▸ **Dataset entries**
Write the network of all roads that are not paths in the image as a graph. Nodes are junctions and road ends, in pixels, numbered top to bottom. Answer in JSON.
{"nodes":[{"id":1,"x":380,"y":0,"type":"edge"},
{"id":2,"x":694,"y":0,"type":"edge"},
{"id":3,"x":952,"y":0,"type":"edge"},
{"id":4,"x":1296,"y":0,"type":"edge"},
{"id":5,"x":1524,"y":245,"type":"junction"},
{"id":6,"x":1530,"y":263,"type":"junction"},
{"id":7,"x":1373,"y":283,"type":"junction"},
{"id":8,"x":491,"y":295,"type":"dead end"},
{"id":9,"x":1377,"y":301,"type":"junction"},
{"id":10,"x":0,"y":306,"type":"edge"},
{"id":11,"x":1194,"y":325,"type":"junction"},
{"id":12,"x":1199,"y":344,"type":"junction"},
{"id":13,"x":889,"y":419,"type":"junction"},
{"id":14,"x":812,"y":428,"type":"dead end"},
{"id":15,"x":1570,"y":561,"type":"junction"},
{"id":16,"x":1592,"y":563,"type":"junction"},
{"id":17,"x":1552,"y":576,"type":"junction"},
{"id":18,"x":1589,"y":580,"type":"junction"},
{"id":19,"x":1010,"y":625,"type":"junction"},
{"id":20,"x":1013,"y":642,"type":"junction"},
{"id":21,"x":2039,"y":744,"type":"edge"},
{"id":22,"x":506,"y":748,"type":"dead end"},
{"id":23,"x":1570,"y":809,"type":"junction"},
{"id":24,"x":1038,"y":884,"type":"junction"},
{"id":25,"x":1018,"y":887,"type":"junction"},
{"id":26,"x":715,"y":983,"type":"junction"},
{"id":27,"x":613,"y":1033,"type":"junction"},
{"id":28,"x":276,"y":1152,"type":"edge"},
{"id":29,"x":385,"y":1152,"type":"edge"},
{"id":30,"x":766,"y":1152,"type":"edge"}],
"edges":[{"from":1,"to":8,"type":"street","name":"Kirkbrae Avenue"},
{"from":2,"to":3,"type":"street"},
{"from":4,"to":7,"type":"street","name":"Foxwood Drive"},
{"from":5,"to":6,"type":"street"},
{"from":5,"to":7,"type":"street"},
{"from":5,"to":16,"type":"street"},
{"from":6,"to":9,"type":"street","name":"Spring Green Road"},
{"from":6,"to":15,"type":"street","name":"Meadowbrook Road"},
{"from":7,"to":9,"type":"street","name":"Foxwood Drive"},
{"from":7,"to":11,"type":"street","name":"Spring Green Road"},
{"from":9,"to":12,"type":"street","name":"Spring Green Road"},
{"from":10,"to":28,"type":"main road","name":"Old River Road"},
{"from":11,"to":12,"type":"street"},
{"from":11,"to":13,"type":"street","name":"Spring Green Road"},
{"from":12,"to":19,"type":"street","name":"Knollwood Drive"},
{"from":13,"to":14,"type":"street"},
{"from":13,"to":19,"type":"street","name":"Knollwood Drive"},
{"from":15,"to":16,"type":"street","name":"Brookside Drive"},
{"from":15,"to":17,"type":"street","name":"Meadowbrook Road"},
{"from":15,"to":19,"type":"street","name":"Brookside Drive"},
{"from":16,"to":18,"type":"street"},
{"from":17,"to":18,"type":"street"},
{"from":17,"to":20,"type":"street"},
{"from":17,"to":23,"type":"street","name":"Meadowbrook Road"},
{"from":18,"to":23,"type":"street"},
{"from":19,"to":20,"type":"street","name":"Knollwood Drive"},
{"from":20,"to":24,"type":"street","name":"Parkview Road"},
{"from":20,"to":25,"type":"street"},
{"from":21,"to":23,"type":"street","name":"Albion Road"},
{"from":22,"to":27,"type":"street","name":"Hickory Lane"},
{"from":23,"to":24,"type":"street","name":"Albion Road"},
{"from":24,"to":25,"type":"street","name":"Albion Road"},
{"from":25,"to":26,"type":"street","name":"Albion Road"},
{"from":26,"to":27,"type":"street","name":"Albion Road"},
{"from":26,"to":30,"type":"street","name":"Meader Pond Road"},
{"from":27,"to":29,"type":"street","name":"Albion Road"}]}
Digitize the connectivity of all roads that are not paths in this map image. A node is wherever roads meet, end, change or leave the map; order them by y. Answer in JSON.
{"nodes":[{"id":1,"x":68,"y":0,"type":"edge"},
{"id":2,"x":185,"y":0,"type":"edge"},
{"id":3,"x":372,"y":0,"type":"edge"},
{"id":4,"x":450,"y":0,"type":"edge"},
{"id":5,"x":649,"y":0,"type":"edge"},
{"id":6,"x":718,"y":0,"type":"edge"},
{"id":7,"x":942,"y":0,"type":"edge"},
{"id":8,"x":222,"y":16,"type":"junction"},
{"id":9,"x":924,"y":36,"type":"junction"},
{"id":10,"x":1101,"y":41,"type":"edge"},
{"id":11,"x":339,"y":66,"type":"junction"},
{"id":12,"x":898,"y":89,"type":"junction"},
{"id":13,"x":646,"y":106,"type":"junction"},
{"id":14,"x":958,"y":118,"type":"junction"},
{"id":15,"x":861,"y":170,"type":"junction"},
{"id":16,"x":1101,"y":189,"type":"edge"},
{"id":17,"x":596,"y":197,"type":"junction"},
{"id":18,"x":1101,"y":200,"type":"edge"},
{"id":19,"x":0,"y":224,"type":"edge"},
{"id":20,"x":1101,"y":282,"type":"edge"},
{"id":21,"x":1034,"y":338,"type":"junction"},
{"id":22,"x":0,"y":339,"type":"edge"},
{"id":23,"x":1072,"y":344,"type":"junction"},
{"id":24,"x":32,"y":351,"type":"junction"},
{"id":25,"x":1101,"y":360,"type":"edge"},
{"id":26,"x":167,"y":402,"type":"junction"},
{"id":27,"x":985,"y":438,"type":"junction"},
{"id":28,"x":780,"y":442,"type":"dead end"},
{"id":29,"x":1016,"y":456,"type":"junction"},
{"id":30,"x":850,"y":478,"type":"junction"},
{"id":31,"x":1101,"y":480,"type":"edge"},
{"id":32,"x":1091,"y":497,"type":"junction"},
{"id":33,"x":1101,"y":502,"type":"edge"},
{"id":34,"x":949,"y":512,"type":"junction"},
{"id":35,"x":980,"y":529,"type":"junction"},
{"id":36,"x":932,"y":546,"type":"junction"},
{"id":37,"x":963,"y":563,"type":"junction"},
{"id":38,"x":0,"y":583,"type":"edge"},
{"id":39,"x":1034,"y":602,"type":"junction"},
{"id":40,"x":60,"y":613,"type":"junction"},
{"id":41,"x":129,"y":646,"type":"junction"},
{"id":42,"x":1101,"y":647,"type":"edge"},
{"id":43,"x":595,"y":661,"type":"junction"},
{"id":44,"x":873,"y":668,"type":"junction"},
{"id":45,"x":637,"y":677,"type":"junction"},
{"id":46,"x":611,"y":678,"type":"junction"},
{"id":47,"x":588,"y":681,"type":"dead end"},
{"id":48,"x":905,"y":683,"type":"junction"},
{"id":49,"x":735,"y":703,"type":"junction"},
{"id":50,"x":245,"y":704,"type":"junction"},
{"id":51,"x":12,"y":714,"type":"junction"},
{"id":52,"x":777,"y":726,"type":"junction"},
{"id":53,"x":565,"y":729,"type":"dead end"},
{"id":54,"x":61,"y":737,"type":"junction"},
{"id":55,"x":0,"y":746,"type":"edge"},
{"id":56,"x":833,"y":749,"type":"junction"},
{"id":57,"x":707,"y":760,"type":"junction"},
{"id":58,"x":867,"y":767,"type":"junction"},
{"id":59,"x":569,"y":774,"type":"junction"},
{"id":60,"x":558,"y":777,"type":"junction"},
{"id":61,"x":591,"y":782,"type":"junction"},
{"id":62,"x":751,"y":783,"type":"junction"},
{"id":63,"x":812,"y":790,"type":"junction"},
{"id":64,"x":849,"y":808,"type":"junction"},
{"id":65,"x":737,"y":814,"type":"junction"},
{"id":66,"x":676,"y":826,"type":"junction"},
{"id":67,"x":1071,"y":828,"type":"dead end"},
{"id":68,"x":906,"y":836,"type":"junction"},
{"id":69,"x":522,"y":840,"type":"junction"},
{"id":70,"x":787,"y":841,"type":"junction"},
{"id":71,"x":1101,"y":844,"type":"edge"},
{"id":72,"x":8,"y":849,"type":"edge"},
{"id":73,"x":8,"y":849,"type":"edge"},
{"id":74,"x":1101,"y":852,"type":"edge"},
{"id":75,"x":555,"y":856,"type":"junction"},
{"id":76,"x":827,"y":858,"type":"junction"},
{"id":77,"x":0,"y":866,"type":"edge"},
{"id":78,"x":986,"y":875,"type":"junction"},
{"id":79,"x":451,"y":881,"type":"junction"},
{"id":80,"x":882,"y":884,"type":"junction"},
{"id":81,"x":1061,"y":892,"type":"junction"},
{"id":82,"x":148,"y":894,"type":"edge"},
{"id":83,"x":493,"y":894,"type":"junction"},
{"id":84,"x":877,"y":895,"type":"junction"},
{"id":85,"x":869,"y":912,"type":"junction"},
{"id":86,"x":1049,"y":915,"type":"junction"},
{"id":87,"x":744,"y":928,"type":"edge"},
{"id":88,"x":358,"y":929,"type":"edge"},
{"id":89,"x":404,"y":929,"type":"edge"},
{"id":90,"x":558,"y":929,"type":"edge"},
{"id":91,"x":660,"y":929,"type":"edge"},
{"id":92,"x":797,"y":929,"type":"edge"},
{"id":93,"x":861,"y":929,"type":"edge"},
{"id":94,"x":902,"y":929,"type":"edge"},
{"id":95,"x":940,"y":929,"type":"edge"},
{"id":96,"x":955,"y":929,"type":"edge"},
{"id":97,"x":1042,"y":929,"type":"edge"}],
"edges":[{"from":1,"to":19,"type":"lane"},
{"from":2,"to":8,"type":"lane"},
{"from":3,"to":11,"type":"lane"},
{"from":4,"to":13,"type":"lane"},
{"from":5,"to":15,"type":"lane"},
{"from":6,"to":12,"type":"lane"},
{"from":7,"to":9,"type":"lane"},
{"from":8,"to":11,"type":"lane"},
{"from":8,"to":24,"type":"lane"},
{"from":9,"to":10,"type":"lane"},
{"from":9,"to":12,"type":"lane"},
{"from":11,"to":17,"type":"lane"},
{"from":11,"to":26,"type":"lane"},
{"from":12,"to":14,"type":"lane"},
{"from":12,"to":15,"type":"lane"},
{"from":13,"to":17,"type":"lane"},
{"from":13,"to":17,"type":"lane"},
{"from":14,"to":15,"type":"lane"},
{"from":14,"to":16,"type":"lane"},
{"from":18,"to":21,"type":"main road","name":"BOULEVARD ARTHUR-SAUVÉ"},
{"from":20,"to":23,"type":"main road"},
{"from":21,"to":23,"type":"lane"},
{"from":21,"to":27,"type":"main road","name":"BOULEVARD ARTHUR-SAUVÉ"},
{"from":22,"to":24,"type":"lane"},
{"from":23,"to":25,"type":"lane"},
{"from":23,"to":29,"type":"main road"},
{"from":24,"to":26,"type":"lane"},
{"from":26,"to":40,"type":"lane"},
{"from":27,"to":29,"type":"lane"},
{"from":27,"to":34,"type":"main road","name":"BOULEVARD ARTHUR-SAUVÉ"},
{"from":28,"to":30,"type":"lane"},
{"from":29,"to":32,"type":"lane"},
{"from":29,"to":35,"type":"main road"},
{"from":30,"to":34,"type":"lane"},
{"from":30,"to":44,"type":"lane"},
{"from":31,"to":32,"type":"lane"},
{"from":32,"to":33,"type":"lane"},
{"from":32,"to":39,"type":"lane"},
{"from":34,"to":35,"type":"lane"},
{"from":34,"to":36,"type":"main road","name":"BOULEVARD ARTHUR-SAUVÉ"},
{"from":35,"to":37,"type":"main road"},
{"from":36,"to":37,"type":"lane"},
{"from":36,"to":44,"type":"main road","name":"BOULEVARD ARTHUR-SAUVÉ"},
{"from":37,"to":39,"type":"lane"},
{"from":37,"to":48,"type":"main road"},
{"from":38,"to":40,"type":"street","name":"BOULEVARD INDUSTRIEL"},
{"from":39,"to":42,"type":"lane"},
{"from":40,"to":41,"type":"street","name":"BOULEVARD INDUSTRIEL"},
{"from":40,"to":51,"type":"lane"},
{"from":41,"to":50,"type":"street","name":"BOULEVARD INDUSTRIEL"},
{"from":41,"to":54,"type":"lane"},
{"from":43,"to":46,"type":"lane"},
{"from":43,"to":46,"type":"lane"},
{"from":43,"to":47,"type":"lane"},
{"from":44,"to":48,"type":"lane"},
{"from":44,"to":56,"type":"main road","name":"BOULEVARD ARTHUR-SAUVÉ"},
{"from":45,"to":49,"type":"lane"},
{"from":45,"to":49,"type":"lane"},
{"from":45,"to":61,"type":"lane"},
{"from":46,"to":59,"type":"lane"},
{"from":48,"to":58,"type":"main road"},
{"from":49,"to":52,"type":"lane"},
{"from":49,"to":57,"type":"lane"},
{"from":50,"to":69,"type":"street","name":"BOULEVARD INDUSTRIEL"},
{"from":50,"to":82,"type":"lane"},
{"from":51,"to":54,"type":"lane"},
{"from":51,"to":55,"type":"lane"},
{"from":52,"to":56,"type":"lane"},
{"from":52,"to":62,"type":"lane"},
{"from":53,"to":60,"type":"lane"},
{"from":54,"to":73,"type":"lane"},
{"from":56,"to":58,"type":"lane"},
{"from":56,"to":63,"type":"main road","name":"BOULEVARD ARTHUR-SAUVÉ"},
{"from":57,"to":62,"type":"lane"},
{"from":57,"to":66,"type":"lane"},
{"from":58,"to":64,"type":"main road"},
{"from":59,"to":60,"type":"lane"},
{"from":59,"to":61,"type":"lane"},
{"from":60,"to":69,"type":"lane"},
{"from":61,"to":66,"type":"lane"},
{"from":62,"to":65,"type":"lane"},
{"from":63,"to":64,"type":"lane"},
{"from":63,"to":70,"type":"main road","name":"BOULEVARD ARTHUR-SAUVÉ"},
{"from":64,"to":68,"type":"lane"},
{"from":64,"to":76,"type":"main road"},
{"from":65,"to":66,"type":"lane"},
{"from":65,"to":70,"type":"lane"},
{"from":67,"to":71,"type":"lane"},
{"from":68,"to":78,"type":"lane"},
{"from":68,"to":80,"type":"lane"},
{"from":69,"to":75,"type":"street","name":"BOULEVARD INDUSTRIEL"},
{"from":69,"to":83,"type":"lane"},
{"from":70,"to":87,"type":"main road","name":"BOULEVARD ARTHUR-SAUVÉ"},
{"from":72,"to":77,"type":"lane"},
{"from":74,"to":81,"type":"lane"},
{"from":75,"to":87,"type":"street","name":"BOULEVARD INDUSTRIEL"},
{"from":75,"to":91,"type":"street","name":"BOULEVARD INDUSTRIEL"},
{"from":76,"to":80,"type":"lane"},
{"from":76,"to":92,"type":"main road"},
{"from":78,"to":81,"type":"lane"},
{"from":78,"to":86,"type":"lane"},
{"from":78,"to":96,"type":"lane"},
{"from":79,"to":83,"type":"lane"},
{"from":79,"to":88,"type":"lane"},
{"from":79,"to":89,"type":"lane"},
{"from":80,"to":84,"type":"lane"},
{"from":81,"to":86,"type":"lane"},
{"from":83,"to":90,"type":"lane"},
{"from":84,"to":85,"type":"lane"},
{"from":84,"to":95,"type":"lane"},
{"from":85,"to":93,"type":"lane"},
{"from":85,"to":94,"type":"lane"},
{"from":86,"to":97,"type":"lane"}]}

▸ **Goal of the exercise**
Report back every line of the entries in which "JSON" occurs.

▸ **Exercise response**
Write the network of all roads that are not paths in the image as a graph. Nodes are junctions and road ends, in pixels, numbered top to bottom. Answer in JSON.
Digitize the connectivity of all roads that are not paths in this map image. A node is wherever roads meet, end, change or leave the map; order them by y. Answer in JSON.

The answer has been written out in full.